Input data:
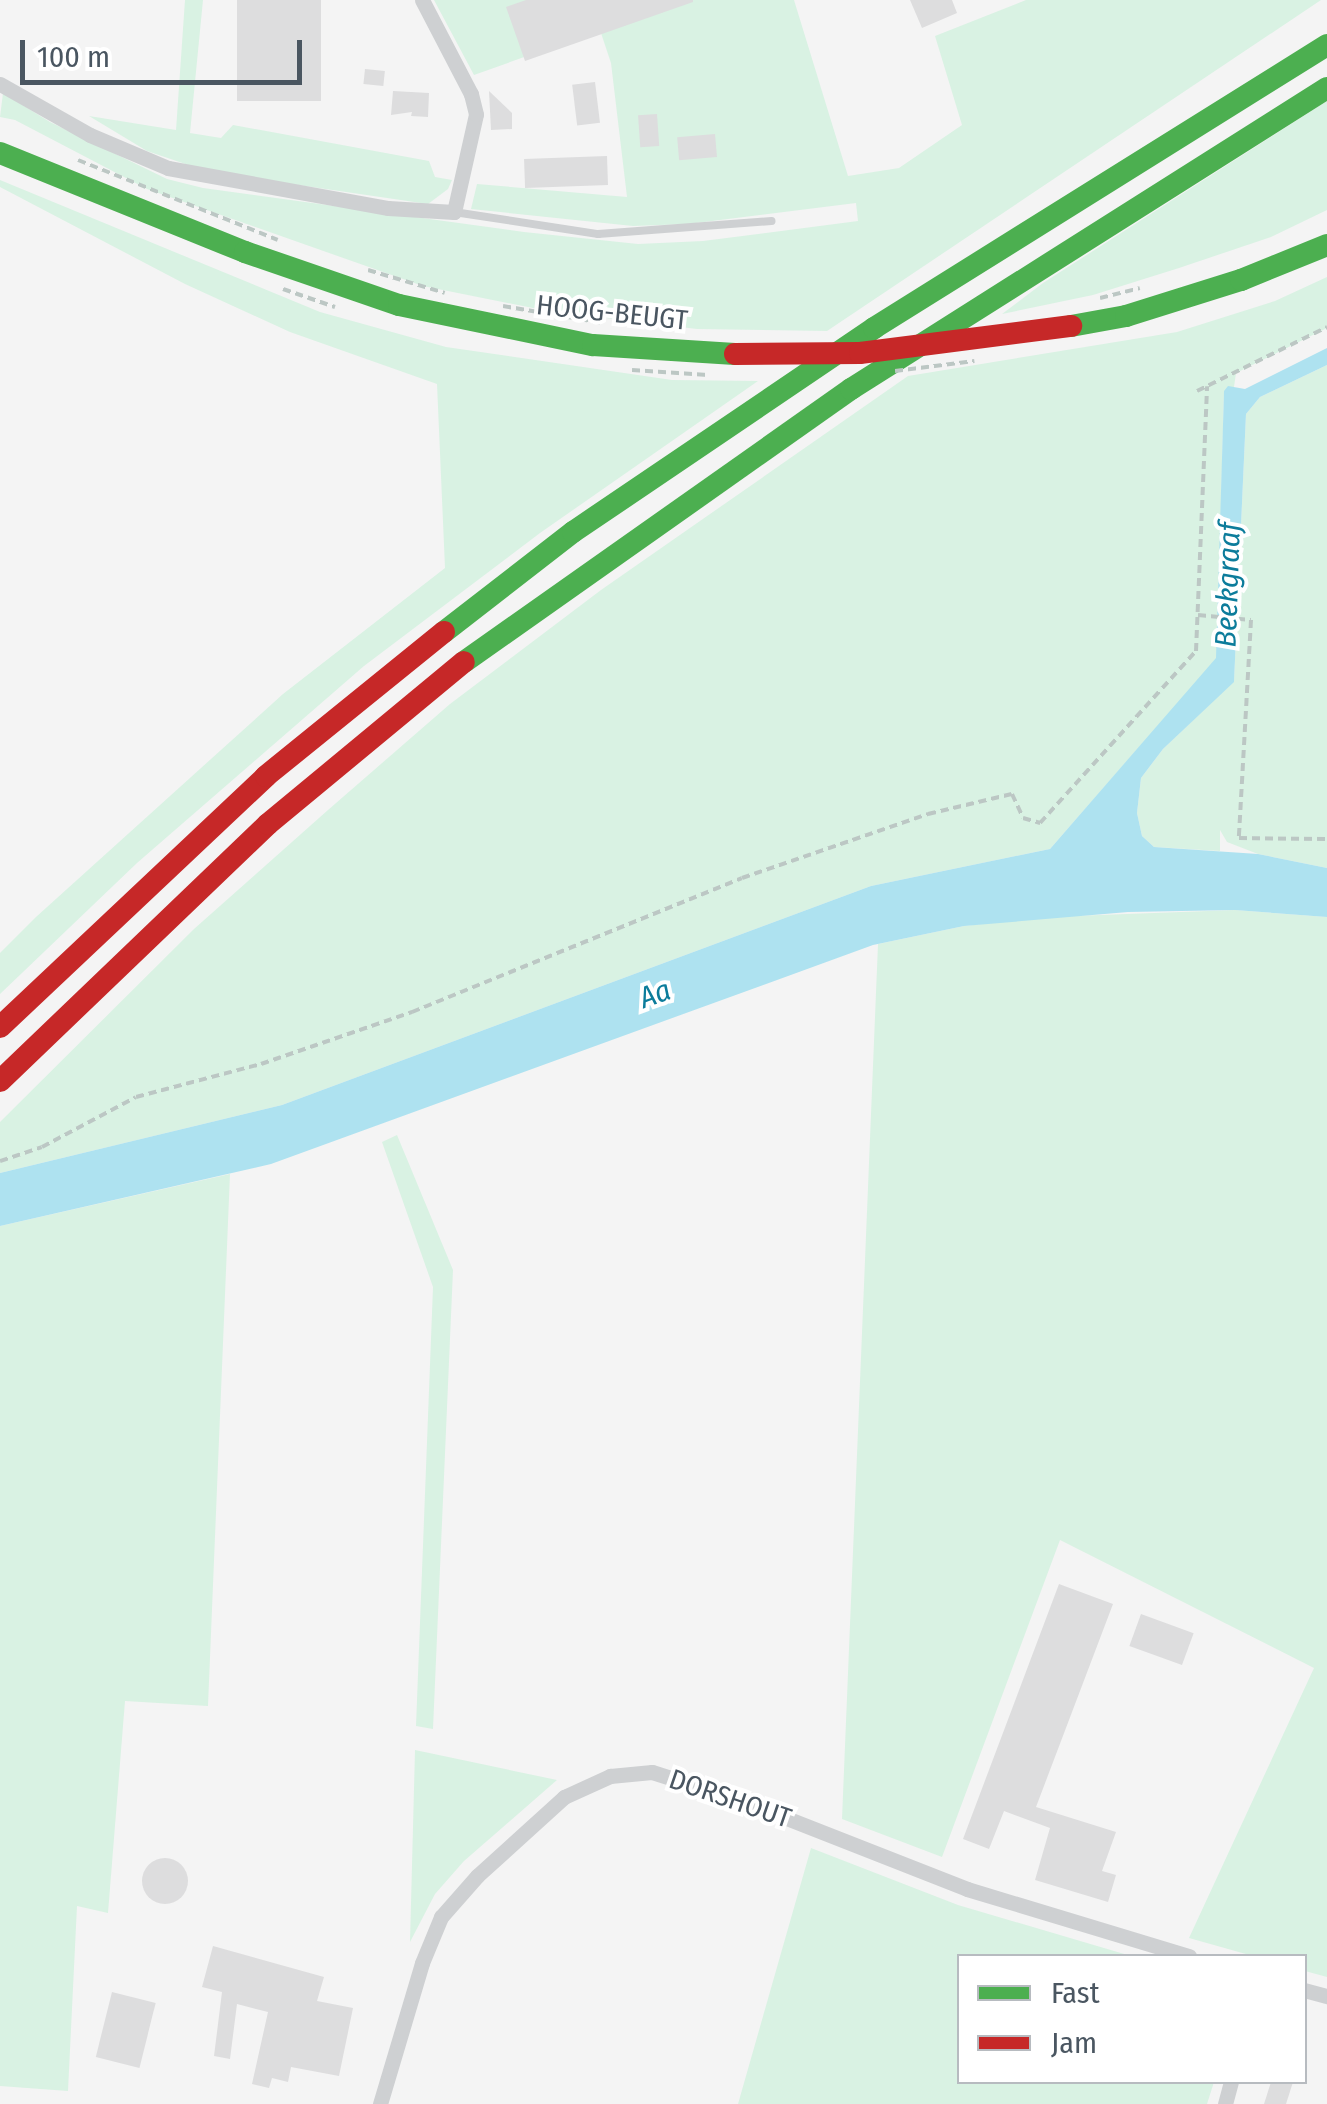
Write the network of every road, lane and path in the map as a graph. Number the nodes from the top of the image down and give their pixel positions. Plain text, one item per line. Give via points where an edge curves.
1 (422, 0) edge
2 (1327, 45) edge
3 (0, 84) edge
4 (1327, 88) edge
5 (0, 153) edge
6 (71, 158) dead end
7 (454, 212) junction
8 (772, 221) dead end
9 (285, 242) dead end
10 (1327, 245) edge
11 (355, 267) dead end
12 (1157, 284) dead end
13 (460, 297) dead end
14 (1084, 302) dead end
15 (494, 305) dead end
16 (619, 326) dead end
17 (1327, 327) edge
18 (1207, 386) junction
19 (1196, 391) dead end
20 (1198, 615) junction
21 (1327, 840) edge
22 (0, 1026) edge
23 (0, 1082) edge
24 (0, 1160) edge
25 (1182, 1954) edge
26 (380, 2104) edge

1 - 7 street via 476,114
2 - 22 main road via 858,339 573,532 266,776
3 - 7 street via 90,135 168,168 388,208
4 - 23 main road via 850,390 512,626 268,824
5 - 10 main road, HOOG-BEUGT, bridge via 245,252 399,305 593,344 736,354 860,353 1126,316
6 - 9 path
7 - 8 lane via 598,234
11 - 13 path
12 - 14 path
15 - 16 path, HOOG-BEUGT
17 - 18 path
18 - 19 path
18 - 20 path
20 - 21 path via 1251,620 1239,838
20 - 24 path via 1196,652 1040,824 1023,818 1012,794 928,814 742,878 412,1012 261,1064 136,1097
25 - 26 street, DORSHOUT via 966,1889 652,1772 610,1776 564,1797 441,1916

Your assignment: In the records, how many lines hold the word "HOOG"? Answer with the number and no other words.

Solution: 2